Which languages have a special order for putting interlanguage links, and what order is it? If a language is not in interwiki_putfirst, alphabetical order on language code is used. For languages that are in interwiki_putfirst, interwiki_putfirst is checked first, and languages are put in the order given there. All other languages are put after those, in code-alphabetical order.

interwiki_removals#

classproperty Return a list of interwiki codes to be removed from wiki pages.

Codes that should be removed, usually because the site has been taken down.

Changed in version 8.2: changed from list to invariant frozenset.

Return type:

frozenset[str]

interwiki_replacements#

classproperty Return an interwiki code replacement mapping.

Which language codes no longer exist and by which language code should they be replaced. If for example the language with code xx: now should get code yy:, add {‘xx’:’yy’} to code_aliases.

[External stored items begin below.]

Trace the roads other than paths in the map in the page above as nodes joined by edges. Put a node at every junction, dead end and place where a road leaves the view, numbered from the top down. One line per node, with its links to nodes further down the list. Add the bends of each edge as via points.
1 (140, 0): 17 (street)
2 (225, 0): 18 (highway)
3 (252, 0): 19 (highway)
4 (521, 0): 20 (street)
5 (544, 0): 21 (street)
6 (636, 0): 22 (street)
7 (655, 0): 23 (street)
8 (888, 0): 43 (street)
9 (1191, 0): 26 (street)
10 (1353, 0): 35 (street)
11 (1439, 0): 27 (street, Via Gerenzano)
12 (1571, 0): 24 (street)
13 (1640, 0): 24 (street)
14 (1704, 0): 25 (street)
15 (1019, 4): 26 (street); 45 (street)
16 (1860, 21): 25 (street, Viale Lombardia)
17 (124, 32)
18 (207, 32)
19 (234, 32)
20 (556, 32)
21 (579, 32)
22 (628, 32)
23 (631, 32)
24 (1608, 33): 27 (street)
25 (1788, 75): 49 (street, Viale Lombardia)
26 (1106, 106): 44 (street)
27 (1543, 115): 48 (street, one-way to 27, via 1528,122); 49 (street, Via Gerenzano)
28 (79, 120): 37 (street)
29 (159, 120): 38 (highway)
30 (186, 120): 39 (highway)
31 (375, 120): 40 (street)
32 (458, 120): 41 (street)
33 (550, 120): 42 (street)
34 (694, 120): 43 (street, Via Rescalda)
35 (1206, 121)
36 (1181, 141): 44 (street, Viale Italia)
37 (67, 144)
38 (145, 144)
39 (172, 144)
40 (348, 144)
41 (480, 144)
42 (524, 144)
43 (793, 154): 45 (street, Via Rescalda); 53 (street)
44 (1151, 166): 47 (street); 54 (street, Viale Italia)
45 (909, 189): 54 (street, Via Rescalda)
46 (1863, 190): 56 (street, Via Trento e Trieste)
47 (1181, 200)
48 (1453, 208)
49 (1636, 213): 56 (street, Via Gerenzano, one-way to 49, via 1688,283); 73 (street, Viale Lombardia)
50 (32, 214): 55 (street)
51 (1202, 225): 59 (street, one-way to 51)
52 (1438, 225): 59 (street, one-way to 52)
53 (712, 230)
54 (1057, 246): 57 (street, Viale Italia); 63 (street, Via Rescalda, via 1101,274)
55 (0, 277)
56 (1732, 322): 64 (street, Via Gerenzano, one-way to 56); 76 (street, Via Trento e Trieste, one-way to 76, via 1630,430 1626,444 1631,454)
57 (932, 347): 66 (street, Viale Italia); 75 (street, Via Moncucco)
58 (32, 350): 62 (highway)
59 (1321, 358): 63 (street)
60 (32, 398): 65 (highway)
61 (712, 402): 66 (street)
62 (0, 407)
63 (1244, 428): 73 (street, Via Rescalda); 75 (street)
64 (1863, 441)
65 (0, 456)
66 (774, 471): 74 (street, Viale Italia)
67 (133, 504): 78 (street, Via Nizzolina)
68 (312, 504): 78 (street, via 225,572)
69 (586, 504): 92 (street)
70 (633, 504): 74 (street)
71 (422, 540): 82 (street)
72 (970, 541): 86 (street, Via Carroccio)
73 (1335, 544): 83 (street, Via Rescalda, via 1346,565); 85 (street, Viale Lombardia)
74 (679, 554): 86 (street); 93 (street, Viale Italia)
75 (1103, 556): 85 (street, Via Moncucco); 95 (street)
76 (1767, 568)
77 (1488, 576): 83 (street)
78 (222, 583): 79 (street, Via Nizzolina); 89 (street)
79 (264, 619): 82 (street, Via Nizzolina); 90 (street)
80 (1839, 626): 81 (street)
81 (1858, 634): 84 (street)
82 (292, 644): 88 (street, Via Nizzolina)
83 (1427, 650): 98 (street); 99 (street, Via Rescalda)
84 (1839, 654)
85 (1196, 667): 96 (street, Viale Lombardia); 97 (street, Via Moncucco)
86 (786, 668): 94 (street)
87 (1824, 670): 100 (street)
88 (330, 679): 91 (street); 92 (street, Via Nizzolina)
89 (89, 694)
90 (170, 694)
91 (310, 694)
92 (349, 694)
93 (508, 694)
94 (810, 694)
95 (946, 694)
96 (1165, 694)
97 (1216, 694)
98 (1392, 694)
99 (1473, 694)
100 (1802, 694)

Changed in version 8.2: changed from dict to invariant mapping.

Return type:

Mapping[str, str]

interwiki_text_separator = '\n\n'#

String used as separator between interwiki links and the text.

isPublic(code)[source]#

Check the wiki require logging in before viewing it.

Return type:

bool

langs: dict[str, str] = {}#
language_groups = {'arab': ['ar', 'ary', 'arz', 'azb', 'ckb', 'fa', 'glk', 'ks', 'lrc', 'mzn', 'ps', 'sd', 'ur', 'ha', 'kk', 'ku', 'pnb', 'ug'], 'chinese': ['wuu', 'zh', 'zh-classical', 'zh-yue', 'gan', 'ii', 'ja', 'za'], 'cyril': ['ab', 'av', 'ba', 'be', 'be-tarask', 'bg', 'bxr', 'ce', 'cu', 'cv', 'kbd', 'koi', 'kv', 'ky', 'mk', 'lbe', 'mdf', 'mn', 'mo', 'myv', 'mhr', 'mrj', 'os', 'ru', 'rue', 'sah', 'tg', 'tk', 'udm', 'uk', 'xal', 'ha', 'kk', 'sh', 'sr', 'tt'], 'grec': ['el', 'grc', 'pnt'], 'latin': ['aa', 'ace', 'af', 'ak', 'als', 'an', 'ang', 'ast', 'ay', 'bar', 'bat-smg', 'bcl', 'bi', 'bm', 'br', 'bs', 'ca', 'cbk-zam', 'cdo', 'ceb', 'ch', 'cho', 'chy', 'co', 'crh', 'cs', 'csb', 'cy', 'da', 'de', 'diq', 'dsb', 'ee', 'eml', 'en', 'eo', 'es', 'et', 'eu', 'ext', 'ff', 'fi', 'fiu-vro', 'fj', 'fo', 'fr', 'frp', 'frr', 'fur', 'fy', 'ga', 'gag', 'gd', 'gl', 'gn', 'gv', 'hak', 'haw', 'hif', 'ho', 'hr', 'hsb', 'ht', 'hu', 'hz', 'ia', 'id', 'ie', 'ig', 'ik', 'ilo', 'io', 'is', 'it', 'jbo', 'jv', 'kaa', 'kab', 'kg', 'ki', 'kj', 'kl', 'kr', 'ksh', 'kw', 'la', 'lad', 'lb', 'lg', 'li', 'lij', 'lmo', 'ln', 'lt', 'ltg', 'lv', 'map-bms', 'mg', 'mh', 'mi', 'ms', 'mt', 'mus', 'mwl', 'na', 'nah', 'nap', 'nds', 'nds-nl', 'ng', 'nl', 'nn', 'no', 'nov', 'nrm', 'nv', 'ny', 'oc', 'om', 'pag', 'pam', 'pap', 'pcd', 'pdc', 'pfl', 'pih', 'pl', 'pms', 'pt', 'qu', 'rm', 'rn', 'ro', 'roa-rup', 'roa-tara', 'rw', 'sc', 'scn', 'sco', 'se', 'sg', 'simple', 'sk', 'sl', 'sm', 'sn', 'so', 'sq', 'srn', 'ss', 'st', 'stq', 'su', 'sv', 'sw', 'szl', 'tet', 'tl', 'tn', 'to', 'tpi', 'tr', 'ts', 'tum', 'tw', 'ty', 'uz', 've', 'vec', 'vi', 'vls', 'vo', 'wa', 'war', 'wo', 'xh', 'yo', 'zea', 'zh-min-nan', 'zu', 'az', 'chr', 'ckb', 'ha', 'iu', 'kk', 'ku', 'rmy', 'sh', 'sr', 'tt', 'ug', 'za'], 'scand': ['da', 'fo', 'is', 'nb', 'nn', 'no', 'sv']}#

Some languages belong to a group where the possibility is high that equivalent articles have identical titles among the group.

ldapDomain = ()#

LDAP domain if your wiki uses LDAP authentication.

linktrail(code)[source]#

Return regex for trailing chars displayed as part of a link.

Note

Returns a string, not a compiled regular expression object.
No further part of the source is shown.